Kriscous is a jolly, four-year-old boy from the Philippines with cleft palate. Kriscous loves playing with his grandmother and other children. However, he become very shy because other children make fun of his appearance and altered speech. The attention from other children, and the frustration he experiences when his community can't understand him constantly puts him on edge, and he often gets into fights with other children and neighbors. In addition to worrying about his health, his family worries that Kriscous will continue to be unhappy if his condition persists. With $1,464, Kriscous will receive cleft palate repair surgery and follow-up care that will help him speak with less difficulty and give him the confidence to connect with other children. According to his grandmother, "Kriscous is very excited to be treated so he can have self-confidence and fulfill his dreams."
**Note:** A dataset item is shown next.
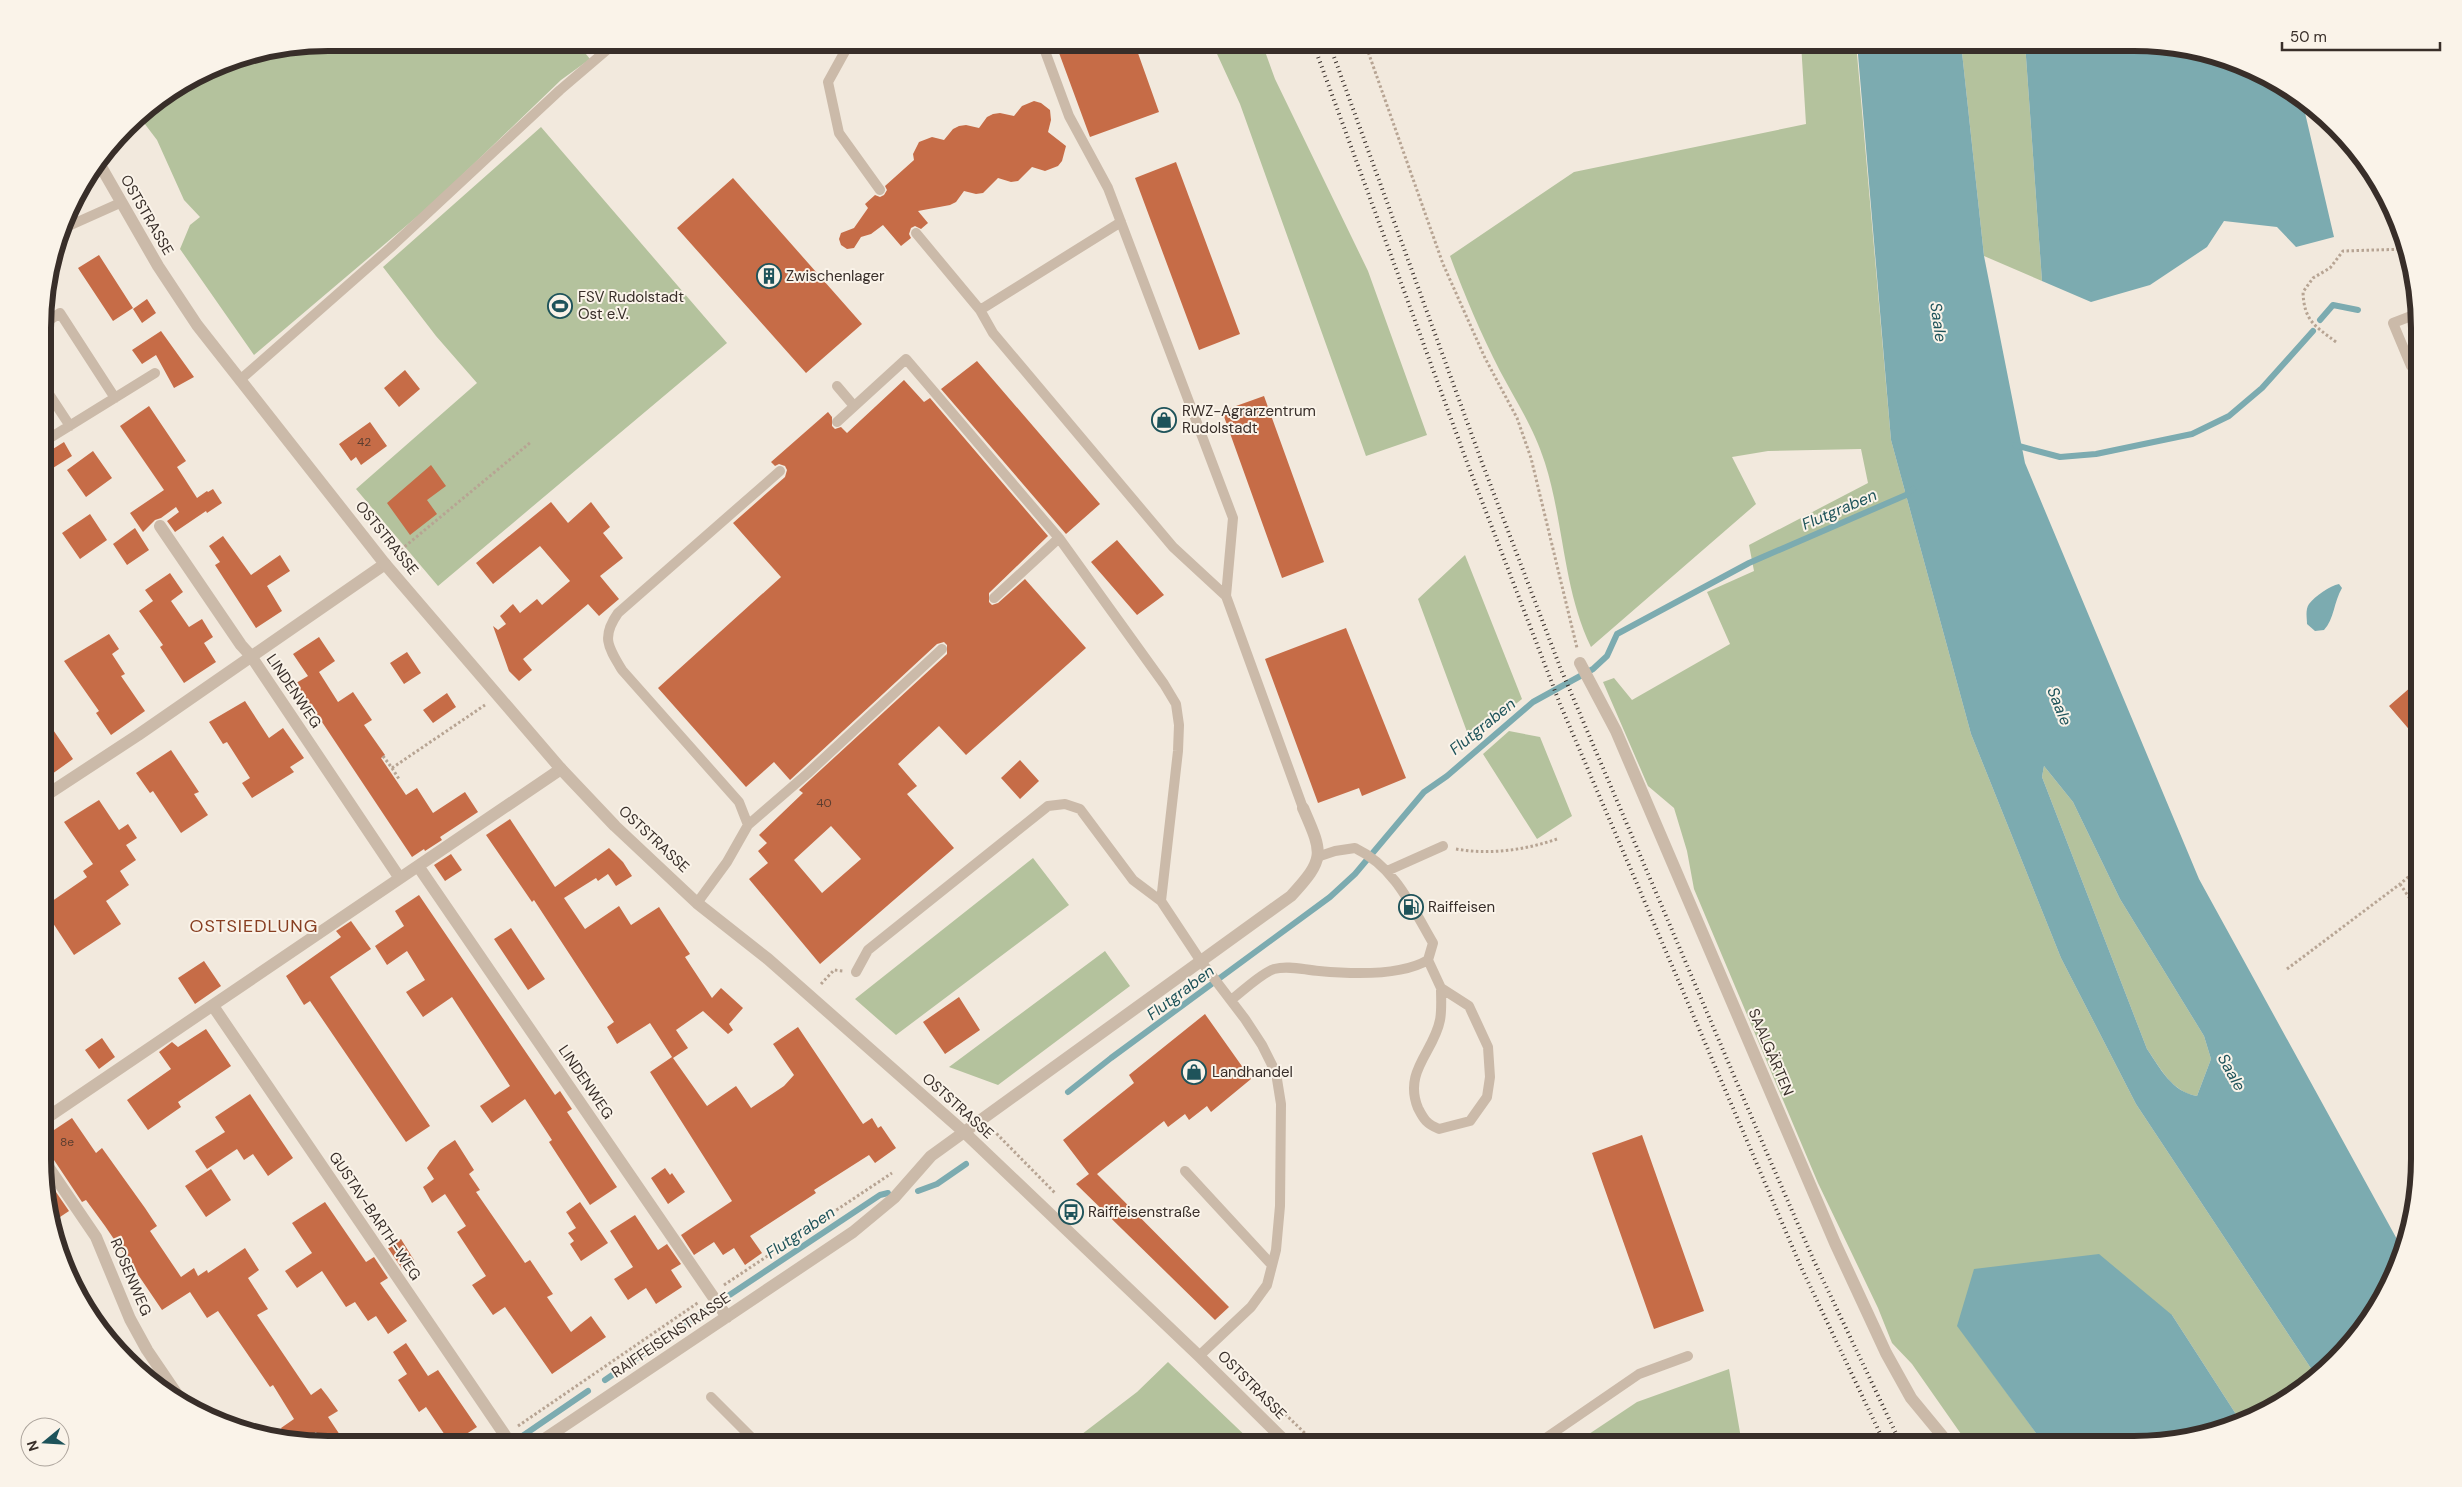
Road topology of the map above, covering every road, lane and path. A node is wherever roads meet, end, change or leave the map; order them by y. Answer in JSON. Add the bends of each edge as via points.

Meet Rebecca, a three-year-old girl from Haiti. Rebecca lives with her mother and father, and she likes to play dress-up and play with dolls. She is very outgoing and likes to sing and dance, according to our medical partner, the Haiti Cardiac Alliance (HCA). “Rebecca was born with a congenital heart condition called tetralogy of fallot, which involves several related defects, including a hole between two chambers of the heart and a muscular blockage of one of the heart's valves," explains HCA. "As a result, Rebecca's heart cannot deliver enough oxygen to her body, and she is sickly and weak. If untreated, the condition would be fatal." For $1,500, we can fund a treatment that will restore normal blood flow to Rebecca’s heart and allow her to live a normal life. This amount provides funding for overseas prep and transport, as HCA secures overseas heart surgeries for procedures that are not easily accessible in Haiti. The treatment is subsidized by a $10,000 donation from Safra Children’s Hospital. "We were very happy to find out that Rebecca could have surgery for her heart problem," her mother shares. "We are praying that all will go well!"